Honestly, don't worry about fertilizer yet if you don't feel good about it. The plant will be fine for a few months. 

MetalMan is probably right about spring water. 

Orchid marketed fertilizer is often identical to other fertilizer--it's just sold in smaller quantities at higher cost per weight. Don't spend money on it. Whenever you decide you want to deal with fertilizer, I just made a thread about how to work out how much and how often to fertilize (to some extent), and if that's overwhelming I'm also happy to offer simpler advice. But again, orchid fertilizer is not particularly better than any other fertilizer for orchids.
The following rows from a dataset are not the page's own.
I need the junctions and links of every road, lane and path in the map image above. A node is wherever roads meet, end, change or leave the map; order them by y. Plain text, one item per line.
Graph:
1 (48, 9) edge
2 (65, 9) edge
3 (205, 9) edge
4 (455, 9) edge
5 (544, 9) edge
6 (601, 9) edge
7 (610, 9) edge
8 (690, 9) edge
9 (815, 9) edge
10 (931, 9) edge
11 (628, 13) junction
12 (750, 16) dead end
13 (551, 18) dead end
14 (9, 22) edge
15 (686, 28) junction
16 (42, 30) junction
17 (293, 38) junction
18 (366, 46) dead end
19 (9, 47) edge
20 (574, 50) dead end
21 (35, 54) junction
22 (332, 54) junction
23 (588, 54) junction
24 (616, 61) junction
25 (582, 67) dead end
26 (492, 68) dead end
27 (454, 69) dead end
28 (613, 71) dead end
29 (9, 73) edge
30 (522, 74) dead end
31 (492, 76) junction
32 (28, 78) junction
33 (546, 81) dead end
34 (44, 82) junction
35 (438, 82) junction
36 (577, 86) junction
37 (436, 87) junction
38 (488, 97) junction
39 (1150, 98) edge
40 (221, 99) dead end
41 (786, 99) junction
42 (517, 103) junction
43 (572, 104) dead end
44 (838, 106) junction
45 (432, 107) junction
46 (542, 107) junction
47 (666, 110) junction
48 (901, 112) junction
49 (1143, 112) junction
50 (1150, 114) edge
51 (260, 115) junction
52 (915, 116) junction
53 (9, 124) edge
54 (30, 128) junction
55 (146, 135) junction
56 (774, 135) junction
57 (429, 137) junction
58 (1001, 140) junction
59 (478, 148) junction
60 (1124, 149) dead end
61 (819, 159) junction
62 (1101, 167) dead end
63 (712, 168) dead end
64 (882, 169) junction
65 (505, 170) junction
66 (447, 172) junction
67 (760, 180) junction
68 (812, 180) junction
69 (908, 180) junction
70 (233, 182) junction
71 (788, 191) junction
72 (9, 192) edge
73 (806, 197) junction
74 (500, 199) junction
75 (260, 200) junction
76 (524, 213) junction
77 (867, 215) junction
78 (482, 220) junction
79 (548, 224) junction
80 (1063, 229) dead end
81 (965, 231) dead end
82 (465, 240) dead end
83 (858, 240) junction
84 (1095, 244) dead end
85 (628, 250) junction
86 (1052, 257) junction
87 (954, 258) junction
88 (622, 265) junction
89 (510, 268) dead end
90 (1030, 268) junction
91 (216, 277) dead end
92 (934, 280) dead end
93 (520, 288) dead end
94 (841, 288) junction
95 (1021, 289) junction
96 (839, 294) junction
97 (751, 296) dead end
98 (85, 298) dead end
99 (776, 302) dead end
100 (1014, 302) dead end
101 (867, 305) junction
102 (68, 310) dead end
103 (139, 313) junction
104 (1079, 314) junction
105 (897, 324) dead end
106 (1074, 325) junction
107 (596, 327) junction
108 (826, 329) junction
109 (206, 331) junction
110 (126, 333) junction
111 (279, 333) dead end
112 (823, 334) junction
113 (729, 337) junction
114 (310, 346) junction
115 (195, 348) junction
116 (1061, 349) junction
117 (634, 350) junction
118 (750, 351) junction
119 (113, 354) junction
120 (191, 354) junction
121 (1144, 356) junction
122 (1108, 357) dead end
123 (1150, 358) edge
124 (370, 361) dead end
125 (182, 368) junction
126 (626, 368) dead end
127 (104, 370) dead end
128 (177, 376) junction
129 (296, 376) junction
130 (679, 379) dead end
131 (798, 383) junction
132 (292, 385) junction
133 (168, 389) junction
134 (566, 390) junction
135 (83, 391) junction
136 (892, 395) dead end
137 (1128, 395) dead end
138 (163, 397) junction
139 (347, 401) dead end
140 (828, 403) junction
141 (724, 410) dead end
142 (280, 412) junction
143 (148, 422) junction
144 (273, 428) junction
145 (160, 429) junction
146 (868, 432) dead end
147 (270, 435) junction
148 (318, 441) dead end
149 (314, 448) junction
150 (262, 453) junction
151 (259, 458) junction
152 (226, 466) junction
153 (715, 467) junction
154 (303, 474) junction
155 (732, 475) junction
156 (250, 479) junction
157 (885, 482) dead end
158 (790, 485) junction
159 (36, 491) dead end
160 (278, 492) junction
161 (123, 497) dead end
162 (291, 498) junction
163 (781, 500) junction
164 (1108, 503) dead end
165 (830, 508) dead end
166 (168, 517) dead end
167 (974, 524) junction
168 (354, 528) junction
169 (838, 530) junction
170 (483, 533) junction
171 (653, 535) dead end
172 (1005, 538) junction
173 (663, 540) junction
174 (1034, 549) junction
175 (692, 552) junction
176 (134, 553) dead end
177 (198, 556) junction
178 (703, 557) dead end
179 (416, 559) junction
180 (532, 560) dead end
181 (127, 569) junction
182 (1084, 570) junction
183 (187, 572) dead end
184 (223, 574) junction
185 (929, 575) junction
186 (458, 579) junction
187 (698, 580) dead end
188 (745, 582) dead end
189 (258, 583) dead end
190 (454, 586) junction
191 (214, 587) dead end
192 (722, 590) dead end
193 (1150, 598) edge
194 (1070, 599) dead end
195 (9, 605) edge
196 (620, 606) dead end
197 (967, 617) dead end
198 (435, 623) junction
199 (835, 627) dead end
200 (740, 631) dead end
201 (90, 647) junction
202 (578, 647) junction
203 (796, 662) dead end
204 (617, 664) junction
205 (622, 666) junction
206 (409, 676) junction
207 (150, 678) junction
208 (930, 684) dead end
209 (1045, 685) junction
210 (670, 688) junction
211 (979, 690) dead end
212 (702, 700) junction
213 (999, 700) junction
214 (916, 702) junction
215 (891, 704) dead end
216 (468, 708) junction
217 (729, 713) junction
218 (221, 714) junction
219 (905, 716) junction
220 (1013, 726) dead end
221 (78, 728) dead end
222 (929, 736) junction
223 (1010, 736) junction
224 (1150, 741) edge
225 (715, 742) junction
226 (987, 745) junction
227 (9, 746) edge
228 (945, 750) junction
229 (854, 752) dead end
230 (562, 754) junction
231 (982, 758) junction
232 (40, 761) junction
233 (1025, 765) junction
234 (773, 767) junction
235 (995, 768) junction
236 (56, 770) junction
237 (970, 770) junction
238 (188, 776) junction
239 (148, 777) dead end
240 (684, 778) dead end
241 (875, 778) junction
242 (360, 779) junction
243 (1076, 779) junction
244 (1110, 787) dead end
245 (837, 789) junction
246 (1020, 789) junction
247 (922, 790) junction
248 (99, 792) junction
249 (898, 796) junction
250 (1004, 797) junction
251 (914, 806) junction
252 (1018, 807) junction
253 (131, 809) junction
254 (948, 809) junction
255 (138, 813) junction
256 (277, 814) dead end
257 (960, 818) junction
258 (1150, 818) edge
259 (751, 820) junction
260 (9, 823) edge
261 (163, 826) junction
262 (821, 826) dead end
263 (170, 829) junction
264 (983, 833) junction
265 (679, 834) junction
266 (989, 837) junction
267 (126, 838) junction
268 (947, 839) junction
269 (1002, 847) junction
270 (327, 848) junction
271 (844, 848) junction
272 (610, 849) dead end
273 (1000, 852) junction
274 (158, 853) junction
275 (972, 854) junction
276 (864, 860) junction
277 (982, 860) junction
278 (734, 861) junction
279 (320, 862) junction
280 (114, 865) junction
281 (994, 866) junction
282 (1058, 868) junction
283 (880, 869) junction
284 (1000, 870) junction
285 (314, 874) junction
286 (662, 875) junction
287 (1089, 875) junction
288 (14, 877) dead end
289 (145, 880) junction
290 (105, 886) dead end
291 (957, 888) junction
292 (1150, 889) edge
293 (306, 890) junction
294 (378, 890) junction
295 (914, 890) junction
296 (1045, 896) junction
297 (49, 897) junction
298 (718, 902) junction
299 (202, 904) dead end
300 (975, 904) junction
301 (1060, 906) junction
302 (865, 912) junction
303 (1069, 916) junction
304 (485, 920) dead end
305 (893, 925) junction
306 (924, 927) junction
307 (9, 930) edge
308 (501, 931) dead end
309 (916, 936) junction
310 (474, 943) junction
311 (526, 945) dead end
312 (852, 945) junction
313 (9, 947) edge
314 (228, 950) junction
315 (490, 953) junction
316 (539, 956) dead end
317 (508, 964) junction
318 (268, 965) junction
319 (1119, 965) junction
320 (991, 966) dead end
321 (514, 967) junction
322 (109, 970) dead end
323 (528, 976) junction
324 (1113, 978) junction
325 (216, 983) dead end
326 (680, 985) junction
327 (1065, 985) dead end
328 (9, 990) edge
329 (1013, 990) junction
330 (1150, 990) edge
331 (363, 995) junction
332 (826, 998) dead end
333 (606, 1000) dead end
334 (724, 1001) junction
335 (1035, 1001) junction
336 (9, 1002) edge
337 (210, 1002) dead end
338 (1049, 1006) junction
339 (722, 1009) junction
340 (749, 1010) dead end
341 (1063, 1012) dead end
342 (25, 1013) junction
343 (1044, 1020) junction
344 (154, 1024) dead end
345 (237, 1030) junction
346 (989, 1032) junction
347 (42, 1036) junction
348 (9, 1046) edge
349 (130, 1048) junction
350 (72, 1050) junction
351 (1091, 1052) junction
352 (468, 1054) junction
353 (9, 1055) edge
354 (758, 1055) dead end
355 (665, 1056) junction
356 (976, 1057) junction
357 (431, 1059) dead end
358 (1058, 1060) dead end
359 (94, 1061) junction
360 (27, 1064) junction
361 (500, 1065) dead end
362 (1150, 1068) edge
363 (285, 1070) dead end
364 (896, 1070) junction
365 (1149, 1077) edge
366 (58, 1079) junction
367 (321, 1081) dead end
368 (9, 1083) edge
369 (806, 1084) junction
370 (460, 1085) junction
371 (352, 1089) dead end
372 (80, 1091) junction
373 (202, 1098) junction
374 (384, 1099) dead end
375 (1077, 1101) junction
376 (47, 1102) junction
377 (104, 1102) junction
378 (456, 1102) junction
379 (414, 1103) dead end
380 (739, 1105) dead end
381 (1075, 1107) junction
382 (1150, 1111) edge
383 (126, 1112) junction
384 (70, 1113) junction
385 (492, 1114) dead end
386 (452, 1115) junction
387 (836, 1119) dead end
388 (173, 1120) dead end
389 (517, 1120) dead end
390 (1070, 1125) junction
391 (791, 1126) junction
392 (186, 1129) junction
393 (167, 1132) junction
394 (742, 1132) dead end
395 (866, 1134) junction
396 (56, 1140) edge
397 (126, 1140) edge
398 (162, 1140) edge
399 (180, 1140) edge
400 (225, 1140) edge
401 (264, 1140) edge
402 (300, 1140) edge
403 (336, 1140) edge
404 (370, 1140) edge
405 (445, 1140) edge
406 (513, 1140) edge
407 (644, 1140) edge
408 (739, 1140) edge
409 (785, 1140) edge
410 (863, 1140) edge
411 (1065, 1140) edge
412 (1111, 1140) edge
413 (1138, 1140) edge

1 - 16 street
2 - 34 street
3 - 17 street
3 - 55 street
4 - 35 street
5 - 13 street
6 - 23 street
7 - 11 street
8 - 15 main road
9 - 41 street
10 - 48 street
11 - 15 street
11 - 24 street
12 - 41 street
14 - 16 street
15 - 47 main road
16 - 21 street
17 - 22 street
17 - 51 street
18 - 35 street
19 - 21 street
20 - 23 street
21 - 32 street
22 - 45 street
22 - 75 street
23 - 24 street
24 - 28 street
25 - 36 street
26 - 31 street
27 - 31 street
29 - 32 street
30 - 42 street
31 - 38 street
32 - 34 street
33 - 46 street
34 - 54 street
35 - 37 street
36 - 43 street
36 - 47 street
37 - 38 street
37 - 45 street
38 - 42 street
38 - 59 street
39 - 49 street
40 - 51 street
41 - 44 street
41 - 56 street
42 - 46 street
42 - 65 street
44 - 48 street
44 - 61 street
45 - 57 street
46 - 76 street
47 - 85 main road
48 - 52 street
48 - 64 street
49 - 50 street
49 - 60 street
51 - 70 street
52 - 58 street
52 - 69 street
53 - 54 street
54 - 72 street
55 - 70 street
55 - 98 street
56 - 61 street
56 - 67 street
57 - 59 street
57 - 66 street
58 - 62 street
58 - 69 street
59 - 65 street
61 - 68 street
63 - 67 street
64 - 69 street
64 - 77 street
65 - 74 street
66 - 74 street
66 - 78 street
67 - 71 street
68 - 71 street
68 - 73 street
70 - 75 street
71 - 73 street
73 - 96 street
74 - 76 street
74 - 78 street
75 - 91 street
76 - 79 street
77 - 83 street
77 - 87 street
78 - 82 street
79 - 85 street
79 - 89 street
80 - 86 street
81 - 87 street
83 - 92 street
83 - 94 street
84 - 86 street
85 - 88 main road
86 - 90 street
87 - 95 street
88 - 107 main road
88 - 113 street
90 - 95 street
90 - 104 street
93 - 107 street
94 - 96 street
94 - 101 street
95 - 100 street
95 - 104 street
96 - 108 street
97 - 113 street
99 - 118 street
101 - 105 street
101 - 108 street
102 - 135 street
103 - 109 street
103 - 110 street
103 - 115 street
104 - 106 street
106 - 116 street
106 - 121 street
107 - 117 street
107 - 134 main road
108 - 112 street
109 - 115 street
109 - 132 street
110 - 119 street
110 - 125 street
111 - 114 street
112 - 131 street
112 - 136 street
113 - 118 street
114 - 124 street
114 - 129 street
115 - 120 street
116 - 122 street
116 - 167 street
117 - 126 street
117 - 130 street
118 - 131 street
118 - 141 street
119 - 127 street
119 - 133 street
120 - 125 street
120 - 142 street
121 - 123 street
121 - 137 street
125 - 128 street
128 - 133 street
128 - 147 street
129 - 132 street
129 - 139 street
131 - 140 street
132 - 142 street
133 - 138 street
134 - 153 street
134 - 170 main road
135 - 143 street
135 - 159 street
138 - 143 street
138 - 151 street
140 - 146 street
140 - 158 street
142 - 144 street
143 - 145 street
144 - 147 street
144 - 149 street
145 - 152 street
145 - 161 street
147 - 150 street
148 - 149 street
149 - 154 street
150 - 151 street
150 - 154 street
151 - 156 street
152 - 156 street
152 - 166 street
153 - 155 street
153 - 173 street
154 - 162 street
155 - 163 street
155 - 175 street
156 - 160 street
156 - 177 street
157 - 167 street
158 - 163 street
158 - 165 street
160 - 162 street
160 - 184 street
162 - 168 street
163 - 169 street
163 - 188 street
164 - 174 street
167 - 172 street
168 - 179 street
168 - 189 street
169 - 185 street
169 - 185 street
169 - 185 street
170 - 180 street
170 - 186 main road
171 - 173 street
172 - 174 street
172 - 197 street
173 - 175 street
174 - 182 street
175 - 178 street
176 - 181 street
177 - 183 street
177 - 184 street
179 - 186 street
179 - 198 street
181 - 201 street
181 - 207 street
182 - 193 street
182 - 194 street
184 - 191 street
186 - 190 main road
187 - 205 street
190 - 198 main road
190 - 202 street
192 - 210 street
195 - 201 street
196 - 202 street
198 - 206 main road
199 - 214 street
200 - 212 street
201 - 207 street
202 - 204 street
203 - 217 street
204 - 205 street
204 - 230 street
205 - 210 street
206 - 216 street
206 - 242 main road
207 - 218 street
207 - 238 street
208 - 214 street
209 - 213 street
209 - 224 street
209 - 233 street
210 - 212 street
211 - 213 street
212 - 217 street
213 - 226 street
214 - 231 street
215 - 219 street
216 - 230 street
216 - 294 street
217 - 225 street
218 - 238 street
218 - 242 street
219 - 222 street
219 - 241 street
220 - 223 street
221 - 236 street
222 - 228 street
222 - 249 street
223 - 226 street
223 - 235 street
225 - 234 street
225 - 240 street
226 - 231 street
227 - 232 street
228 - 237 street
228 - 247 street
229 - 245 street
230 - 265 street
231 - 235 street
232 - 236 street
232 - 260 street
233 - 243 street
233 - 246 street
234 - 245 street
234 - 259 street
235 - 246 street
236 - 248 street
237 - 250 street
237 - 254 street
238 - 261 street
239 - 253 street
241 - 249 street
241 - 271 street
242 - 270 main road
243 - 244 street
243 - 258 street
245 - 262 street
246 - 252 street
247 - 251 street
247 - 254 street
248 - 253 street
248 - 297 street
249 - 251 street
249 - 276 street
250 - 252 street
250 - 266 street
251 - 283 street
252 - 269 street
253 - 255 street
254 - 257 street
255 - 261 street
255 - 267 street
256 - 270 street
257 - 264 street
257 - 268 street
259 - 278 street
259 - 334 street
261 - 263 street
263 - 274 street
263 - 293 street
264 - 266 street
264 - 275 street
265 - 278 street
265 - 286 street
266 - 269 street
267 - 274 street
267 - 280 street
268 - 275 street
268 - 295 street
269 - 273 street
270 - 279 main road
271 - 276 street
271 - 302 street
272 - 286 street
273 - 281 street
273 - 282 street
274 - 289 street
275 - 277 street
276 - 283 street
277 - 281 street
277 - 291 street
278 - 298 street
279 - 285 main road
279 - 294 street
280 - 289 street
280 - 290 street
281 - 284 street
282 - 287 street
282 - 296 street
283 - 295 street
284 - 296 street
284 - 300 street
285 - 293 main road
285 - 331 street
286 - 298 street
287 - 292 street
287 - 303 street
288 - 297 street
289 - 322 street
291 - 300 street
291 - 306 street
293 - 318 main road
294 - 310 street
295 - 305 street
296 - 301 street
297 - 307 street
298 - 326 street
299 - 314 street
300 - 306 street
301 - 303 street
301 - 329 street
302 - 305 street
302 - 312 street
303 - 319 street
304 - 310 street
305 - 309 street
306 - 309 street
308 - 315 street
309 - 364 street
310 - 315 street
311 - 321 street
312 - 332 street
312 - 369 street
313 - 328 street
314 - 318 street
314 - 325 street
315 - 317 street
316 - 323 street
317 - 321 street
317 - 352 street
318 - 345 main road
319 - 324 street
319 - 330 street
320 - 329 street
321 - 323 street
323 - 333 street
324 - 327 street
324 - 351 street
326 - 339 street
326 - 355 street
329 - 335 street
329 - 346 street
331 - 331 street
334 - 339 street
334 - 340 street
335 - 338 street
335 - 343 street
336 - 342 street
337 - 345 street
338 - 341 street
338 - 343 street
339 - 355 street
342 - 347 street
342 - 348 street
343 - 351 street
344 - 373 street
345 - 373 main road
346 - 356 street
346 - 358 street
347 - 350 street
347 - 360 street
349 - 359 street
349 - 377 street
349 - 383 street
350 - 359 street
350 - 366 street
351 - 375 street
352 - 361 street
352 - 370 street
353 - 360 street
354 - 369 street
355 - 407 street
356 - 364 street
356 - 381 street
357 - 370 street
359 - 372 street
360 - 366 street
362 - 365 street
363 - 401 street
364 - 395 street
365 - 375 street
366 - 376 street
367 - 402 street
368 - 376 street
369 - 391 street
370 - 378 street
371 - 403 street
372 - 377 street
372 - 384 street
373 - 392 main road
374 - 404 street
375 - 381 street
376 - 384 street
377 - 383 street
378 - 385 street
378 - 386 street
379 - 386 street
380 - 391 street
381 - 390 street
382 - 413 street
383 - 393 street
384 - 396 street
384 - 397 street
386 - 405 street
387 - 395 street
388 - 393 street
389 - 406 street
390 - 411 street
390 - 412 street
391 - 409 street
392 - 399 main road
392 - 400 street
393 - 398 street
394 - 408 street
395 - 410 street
Misting every day sounds good. You should probably also water more thoroughly once or twice a week. I would err on the side of under-watering, since it's easier to see and fix. Drooping, wrinkling leaves usually mean under-watering, but root rot is invisible for a long time, and by the time you see it, my understanding is it's usually too late to save the plant.


----------



## pirminiamac (Feb 13, 2018)

I'm going to lean towards underwatering atm and ok I'll leave the ferts for now if it's not necessary, I will certainly pick your brains a few months down the line and check out your thread


----------



## Dovey (Mar 6, 2018)

schmiggle said:


> First of all, I generally recommend fertilizing every day anyway, as long as your fertilizer is very diluted. An epiphytic orchid in the wild gets a relatively constant stream of dust, essentially, which is the source of its nutrients (with the exception of Bulbophyllum beccarii, which collects leaf litter). The closer you can get to small amounts of nutrients often, the less likely you are to cause damage and the more likely the plant is to be able to utilize the nutrients. Second, while flushing is something that works in general, I wouldn't recommend it for water with a pH as high as 8. That is really hard water that I would only really recommend for a plant from ultramafic soil (i.e., basic--there are plants that grow on pure gypsum, for example, or limestone, both of which have a high pH). Third, plants need the micronutrients in tapwater less often than they need the macronutrients in fertilizer, so if you choose not to fertilize ever day, you don't need to worry about your orchid not having enough micronutrients.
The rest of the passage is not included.